The World Bank: A Problem Bigger Than Wolfowitz

March 21, 2005

Mark Weisbrot
San Jose Mercury News, March 21, 2005

Knight-Ridder/Tribune Information Services, March 17, 2005
Columbus Dispatch
, March 21, 2005
Taiwan News,
March 21, 2005

The Bush Administration’s choice of Deputy Secretary of Defense Paul Wolfowitz to head the World Bank has ignited a storm of international controversy. Coming on the heels of the nomination of anti-UN John Bolton for Ambassador to the United Nations, the selection of Wolfowitz is widely perceived as sending a strong message to the rest of the world.

And that message is decidedly not friendly. Wolfowitz is a major architect and symbol of the Bush Administration’s war in Iraq, its contempt for multilateral institutions, and general disregard for world public opinion.

But what will it mean for the future of the World Bank? Here in Washington, there is a deep sense of dread and malaise among World Bank staff. Naturally they do not want to be seen as just another instrument of U.S. foreign policy.

But most people are not aware how much the World Bank already plays that role. First of all, almost all of the World Bank’s policy-based lending is subordinated to the International Monetary Fund (IMF). In other words, the Bank throws its (larger) lending weight behind the IMF’s macroeconomic policies, by refusing to lend in most cases unless the borrowing country meets IMF approval. The IMF, in turn, is dominated almost completely by the U.S. Treasury department. While the Europeans and Japanese could theoretically outvote the United States, they haven’t yet done so in the last 60 years.
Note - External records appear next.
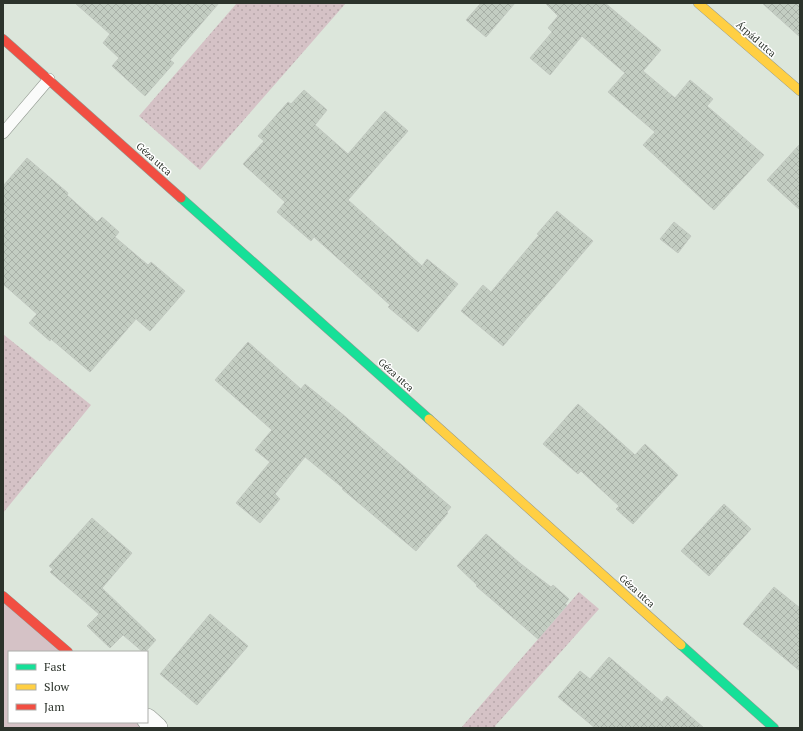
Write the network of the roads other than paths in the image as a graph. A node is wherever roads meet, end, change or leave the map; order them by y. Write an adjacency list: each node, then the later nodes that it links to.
1 (698, 3): 4 (street, Árpád utca)
2 (3, 39): 3 (street, Géza utca)
3 (49, 79): 5 (lane); 10 (street, Géza utca)
4 (800, 91)
5 (3, 134)
6 (3, 596): 7 (street)
7 (67, 651)
8 (148, 720): 9 (street)
9 (157, 728)
10 (774, 728)

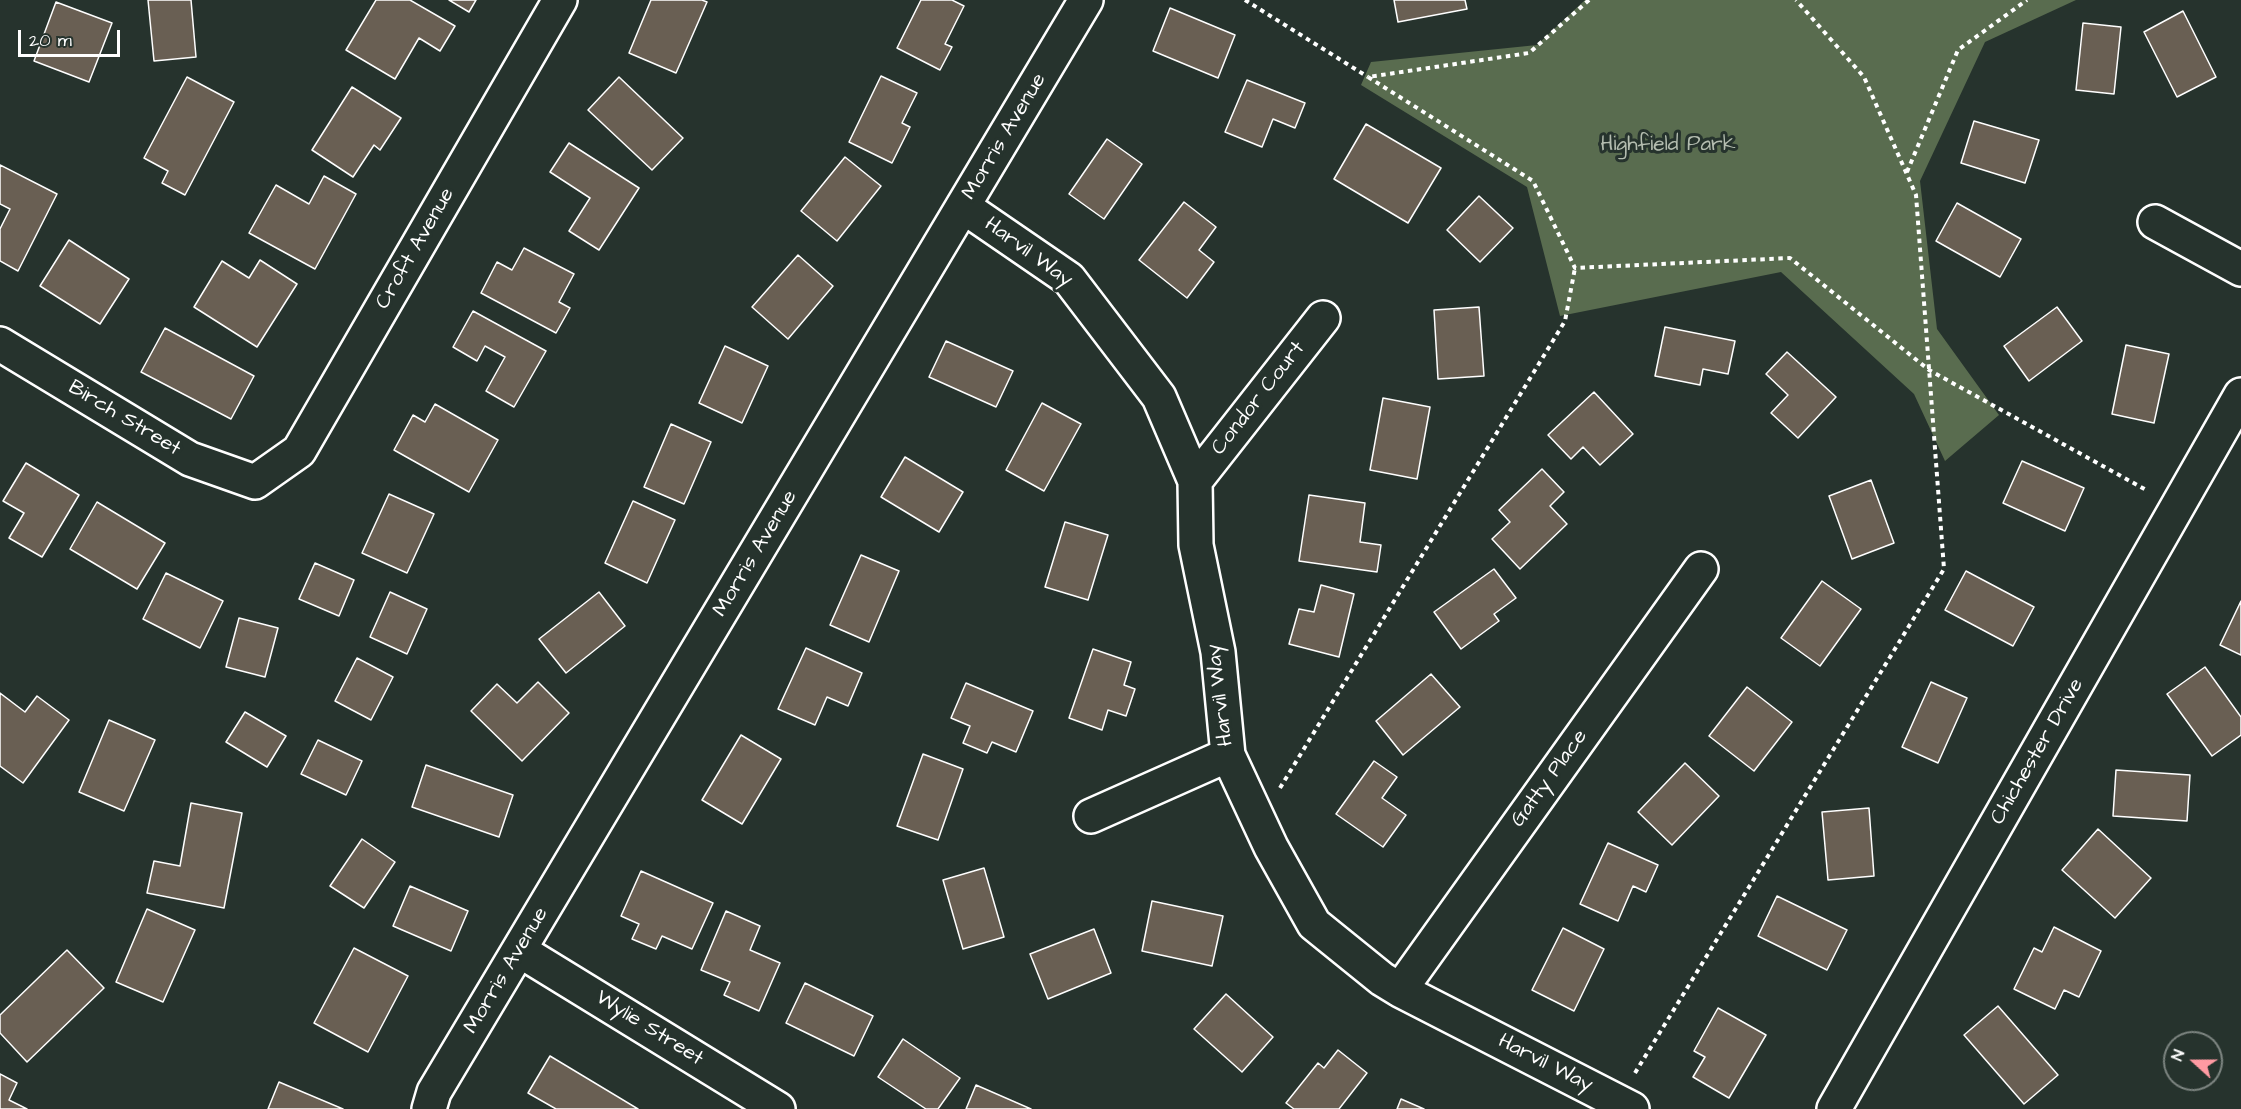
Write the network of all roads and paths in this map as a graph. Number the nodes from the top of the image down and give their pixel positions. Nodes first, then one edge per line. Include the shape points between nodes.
1 (560, 0) edge
2 (1086, 0) edge
3 (1245, 0) edge
4 (1589, 0) edge
5 (1796, 0) edge
6 (2027, 0) edge
7 (1368, 77) junction
8 (1907, 173) junction
9 (964, 207) junction
10 (2155, 222) dead end
11 (1575, 268) junction
12 (2241, 270) edge
13 (1323, 318) dead end
14 (0, 344) edge
15 (1929, 370) junction
16 (2241, 395) edge
17 (1195, 480) junction
18 (255, 482) joint
19 (2177, 507) junction
20 (1701, 569) dead end
21 (1228, 755) junction
22 (1091, 816) dead end
23 (1259, 822) junction
24 (519, 950) junction
25 (1400, 990) junction
26 (1625, 1105) edge
27 (429, 1109) edge
28 (778, 1109) edge
29 (1834, 1109) edge

1 - 18 street, Croft Avenue via 299,451
2 - 9 street, Morris Avenue
3 - 7 path
4 - 7 path via 1529,53
5 - 8 path via 1864,77
6 - 8 path via 1958,50
7 - 11 path via 1533,181
8 - 15 path via 1916,195
9 - 17 street, Harvil Way via 1070,279 1159,397
9 - 24 street, Morris Avenue
10 - 12 street
11 - 15 path via 1790,258
11 - 23 path via 1565,321
13 - 17 street, Condor Court
14 - 18 street, Birch Street via 190,459
15 - 19 path
15 - 26 path via 1944,569
16 - 19 street, Chichester Drive
17 - 21 street, Harvil Way via 1196,545 1218,652
19 - 29 street, Chichester Drive
20 - 25 street, Gatty Place
21 - 22 street
21 - 23 street, Harvil Way
23 - 25 street, Harvil Way via 1314,924
24 - 27 street, Morris Avenue via 434,1092
24 - 28 street, Wylie Street
25 - 26 street, Harvil Way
This gives the U.S. Treasury control over a powerful creditors’ cartel, since the Fund and the Bank together are often able to persuade other multi-lateral lenders, rich country governments, and even the private sector not to lend if a country doesn’t meet with IMF/Treasury approval. In the last few years this power has eroded somewhat, as Argentina — one of these institutions’ largest borrowers — called the cartel’s bluff and won big. After defaulting on $100 billion of private debt, Argentina twice threatened default to the IMF itself — an almost unprecedented act of defiance — and surprised the experts by jump-starting their recovery with rapid growth and a lower debt burden.
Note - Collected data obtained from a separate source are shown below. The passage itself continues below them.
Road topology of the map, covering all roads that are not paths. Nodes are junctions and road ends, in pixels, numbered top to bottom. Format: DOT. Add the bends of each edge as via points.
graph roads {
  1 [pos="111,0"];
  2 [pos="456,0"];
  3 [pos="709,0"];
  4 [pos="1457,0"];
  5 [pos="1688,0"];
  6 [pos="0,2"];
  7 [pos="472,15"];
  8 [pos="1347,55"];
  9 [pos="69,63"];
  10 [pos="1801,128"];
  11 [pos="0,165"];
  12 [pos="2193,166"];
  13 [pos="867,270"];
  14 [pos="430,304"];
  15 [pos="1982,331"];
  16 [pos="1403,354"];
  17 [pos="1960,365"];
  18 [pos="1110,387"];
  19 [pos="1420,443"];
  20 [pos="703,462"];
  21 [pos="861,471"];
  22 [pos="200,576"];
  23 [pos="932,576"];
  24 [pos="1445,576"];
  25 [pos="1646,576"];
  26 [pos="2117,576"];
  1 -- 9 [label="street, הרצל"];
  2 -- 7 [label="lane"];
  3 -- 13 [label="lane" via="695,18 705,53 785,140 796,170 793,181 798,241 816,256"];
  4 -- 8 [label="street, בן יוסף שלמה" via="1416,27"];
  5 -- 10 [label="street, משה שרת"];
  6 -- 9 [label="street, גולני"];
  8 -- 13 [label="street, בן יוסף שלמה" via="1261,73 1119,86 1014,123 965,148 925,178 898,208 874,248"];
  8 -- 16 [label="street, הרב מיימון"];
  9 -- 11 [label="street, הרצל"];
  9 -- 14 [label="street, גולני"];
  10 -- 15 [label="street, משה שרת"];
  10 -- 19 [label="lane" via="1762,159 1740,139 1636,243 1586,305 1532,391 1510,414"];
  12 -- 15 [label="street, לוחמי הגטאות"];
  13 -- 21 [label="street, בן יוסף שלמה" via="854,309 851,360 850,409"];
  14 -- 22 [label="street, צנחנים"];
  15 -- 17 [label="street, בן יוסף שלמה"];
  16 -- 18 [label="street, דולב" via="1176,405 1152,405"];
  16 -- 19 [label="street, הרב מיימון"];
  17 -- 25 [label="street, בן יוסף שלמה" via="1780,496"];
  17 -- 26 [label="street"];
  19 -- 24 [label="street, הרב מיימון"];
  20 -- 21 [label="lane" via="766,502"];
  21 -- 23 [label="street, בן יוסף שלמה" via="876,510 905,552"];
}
But the IMF/ World Bank cartel still has enormous influence over policy in most developing countries. The record of the last 25 years indicates that this influence has been overwhelmingly negative: outside of Asia, the vast majority low and middle-income countries have suffered a sharp slowdown in economic growth. There are almost no success stories to point to — the World Bank and IMF can hardly take credit for the Chinese growth spurt since 1980. But where these institutions have been heavily involved, the economic failure is striking: In Latin America, income per person has grown about 12 percent in the last 25 years, as compared with 80 percent in just the previous two decades (1960-1979). Africa has fared much worse, and the World Bank and IMF have been slow and stingy in providing even debt cancellation for the poorest countries — something that can be done with the stroke of a pen.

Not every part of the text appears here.